На пустырях, у городского края (возле МКАДа, например), точно водятся костоломы с кожедерами.
Можно встретить черного водилу - вы об этом хотя бы знаете? Водило - он путает дорогу, пугает путешественника. В кустах сидят щекотун, игрец и смутитель.
А знаете, как они выглядят? Как люди. Они антропоморфны и могут принять облик старика, девицы, юнца, ребенка. И у каждого есть только один, отличающий его от обычного человека, звериный признак. Остроголовость или большеголовость. Хромота (беспятость). Бескостность. Волосатость. Отвисшие груди, с ума сойти.

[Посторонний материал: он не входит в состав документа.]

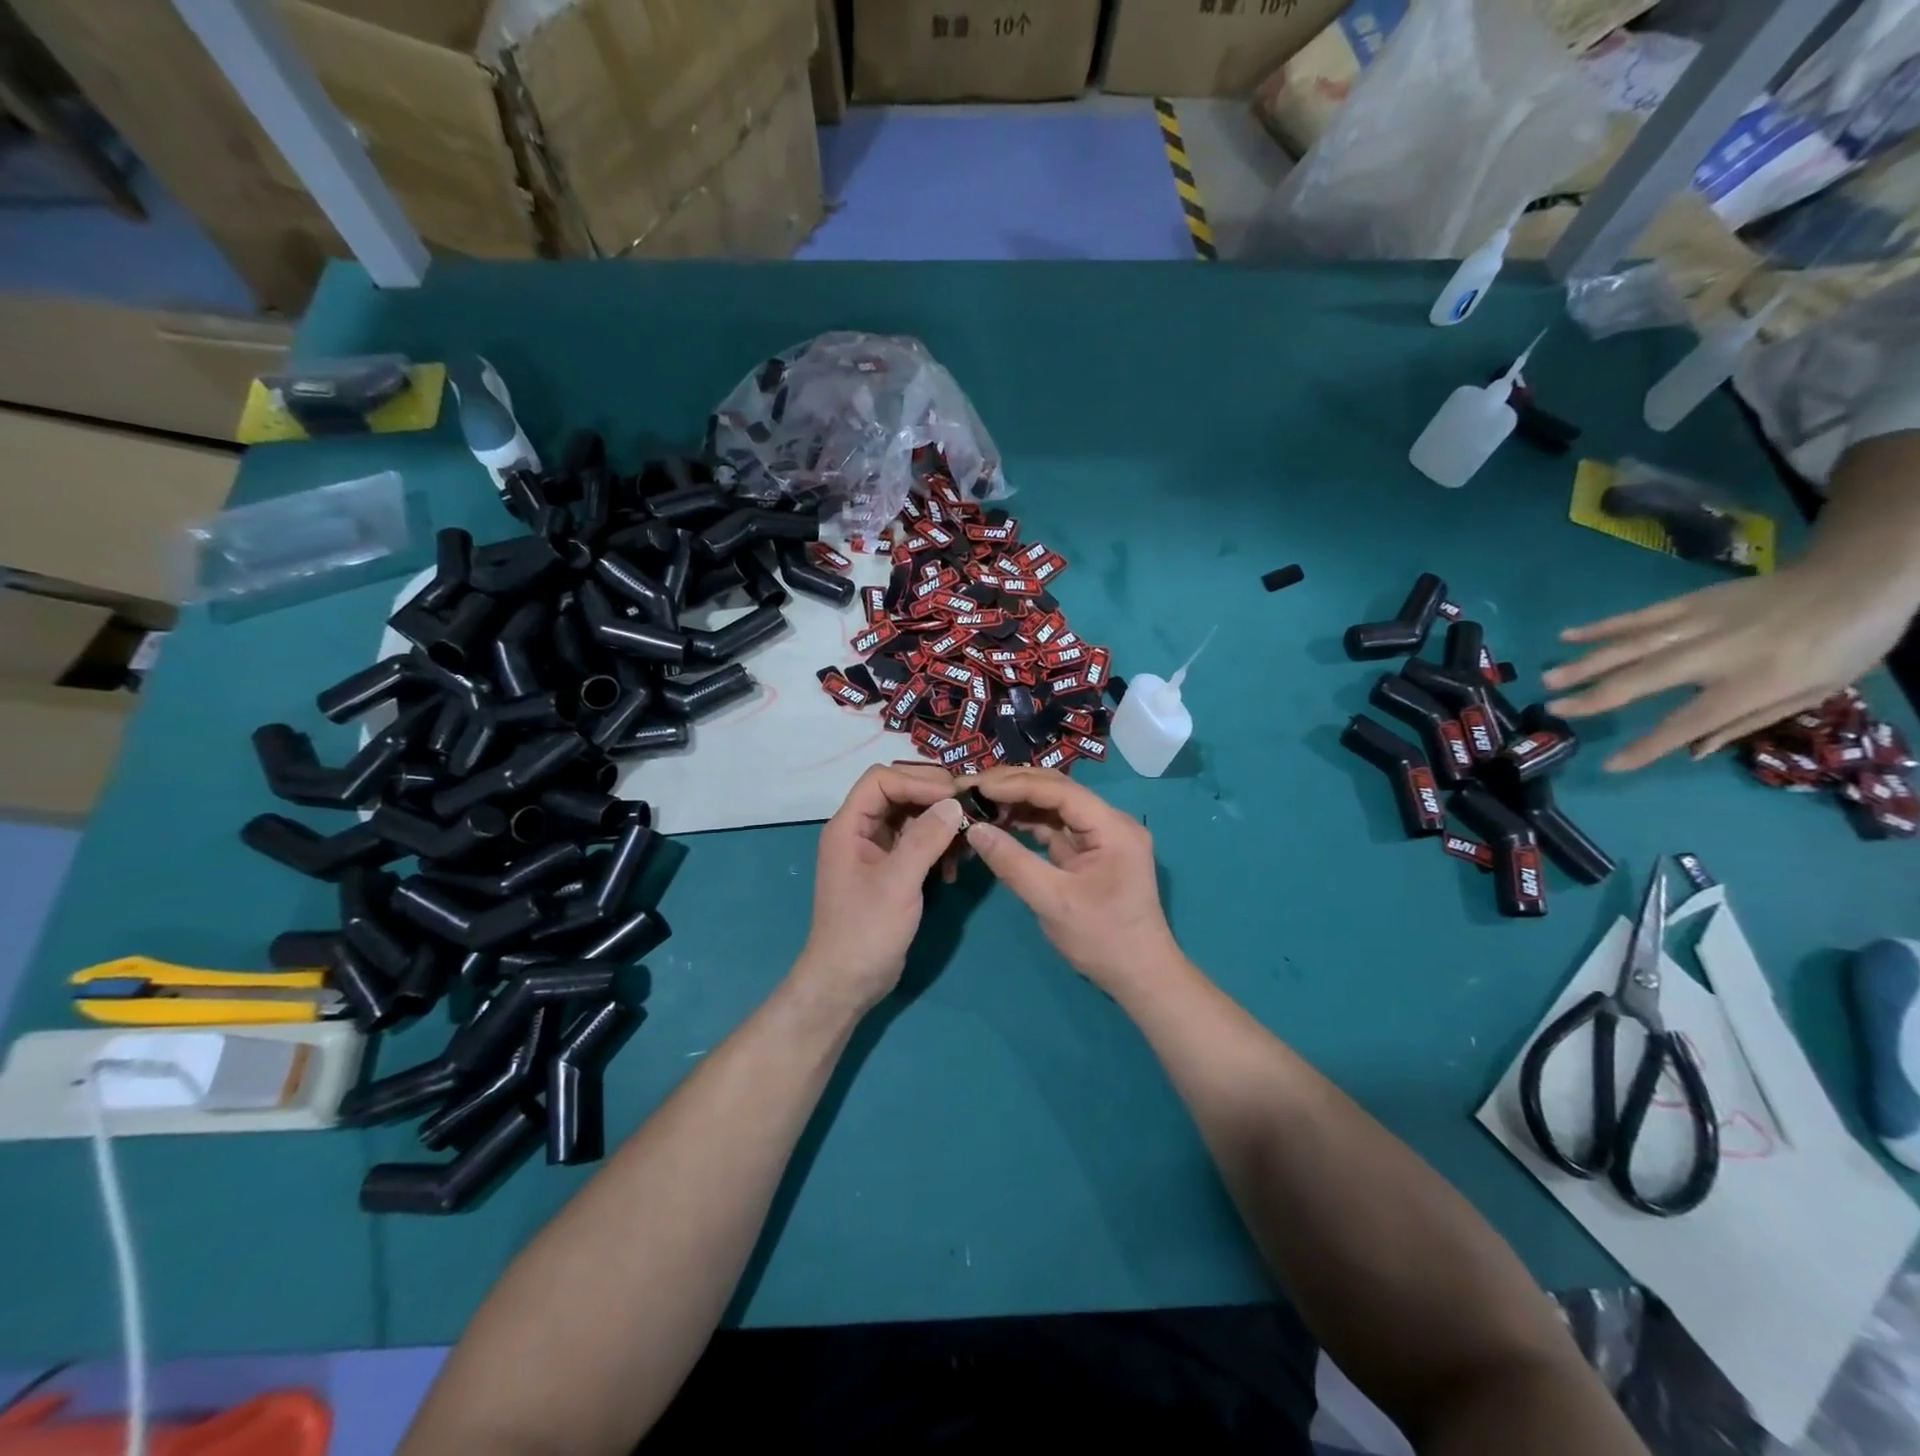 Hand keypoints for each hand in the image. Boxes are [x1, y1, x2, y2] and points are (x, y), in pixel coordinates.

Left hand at [795, 764, 964, 1011]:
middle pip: (898, 793)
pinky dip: (937, 847)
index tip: (953, 796)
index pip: (881, 780)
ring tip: (966, 838)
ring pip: (911, 817)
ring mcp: (875, 851)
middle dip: (933, 797)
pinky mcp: (890, 871)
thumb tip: (955, 803)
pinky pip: (916, 843)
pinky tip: (953, 868)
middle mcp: (860, 831)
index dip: (917, 780)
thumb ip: (925, 839)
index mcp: (849, 826)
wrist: (847, 983)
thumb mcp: (898, 883)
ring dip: (939, 823)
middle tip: (968, 809)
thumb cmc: (865, 931)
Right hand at [963, 767, 1179, 992]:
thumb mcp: (1052, 902)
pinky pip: (1057, 827)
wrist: (1140, 976)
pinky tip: (1002, 824)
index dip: (1016, 784)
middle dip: (1015, 786)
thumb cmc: (1102, 939)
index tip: (978, 786)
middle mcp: (1111, 822)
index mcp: (1112, 827)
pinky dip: (1029, 823)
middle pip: (1058, 790)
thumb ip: (1012, 863)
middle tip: (973, 787)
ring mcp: (1102, 836)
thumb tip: (974, 829)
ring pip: (1055, 806)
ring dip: (1019, 803)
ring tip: (981, 804)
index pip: (1059, 790)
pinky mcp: (1092, 851)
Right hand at [1543, 561, 1916, 770]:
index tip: (1610, 764)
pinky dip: (1601, 627)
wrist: (1859, 578)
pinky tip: (1567, 636)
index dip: (1648, 746)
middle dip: (1594, 697)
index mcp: (1753, 682)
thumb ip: (1748, 721)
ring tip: (1548, 679)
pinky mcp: (1689, 601)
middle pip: (1643, 680)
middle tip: (1554, 710)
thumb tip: (1694, 749)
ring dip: (1585, 664)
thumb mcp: (1813, 693)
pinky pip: (1637, 616)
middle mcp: (1715, 654)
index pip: (1688, 722)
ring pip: (1630, 647)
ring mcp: (1697, 623)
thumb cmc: (1844, 644)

В северных деревнях всю эту нечистую силу, чтобы не называть по имени, величали с преувеличенной ласковостью: белый дедушко, голенький, лысенький.
Немногого же стоит Голливуд, любитель языческих баек, создатель бесконечной галереи перекошенных прыщавых вурдалаков - где уж честным методистам придумать что-нибудь поистине страшное. А не хотите водилу на дорожном перекрестке, по кличке Лысенький? Где-нибудь в Зюзино. Сидит, ждет пассажира. А сам - беспятый.
Но все это ушедшие страхи, древние страхи. У нас теперь другой страх.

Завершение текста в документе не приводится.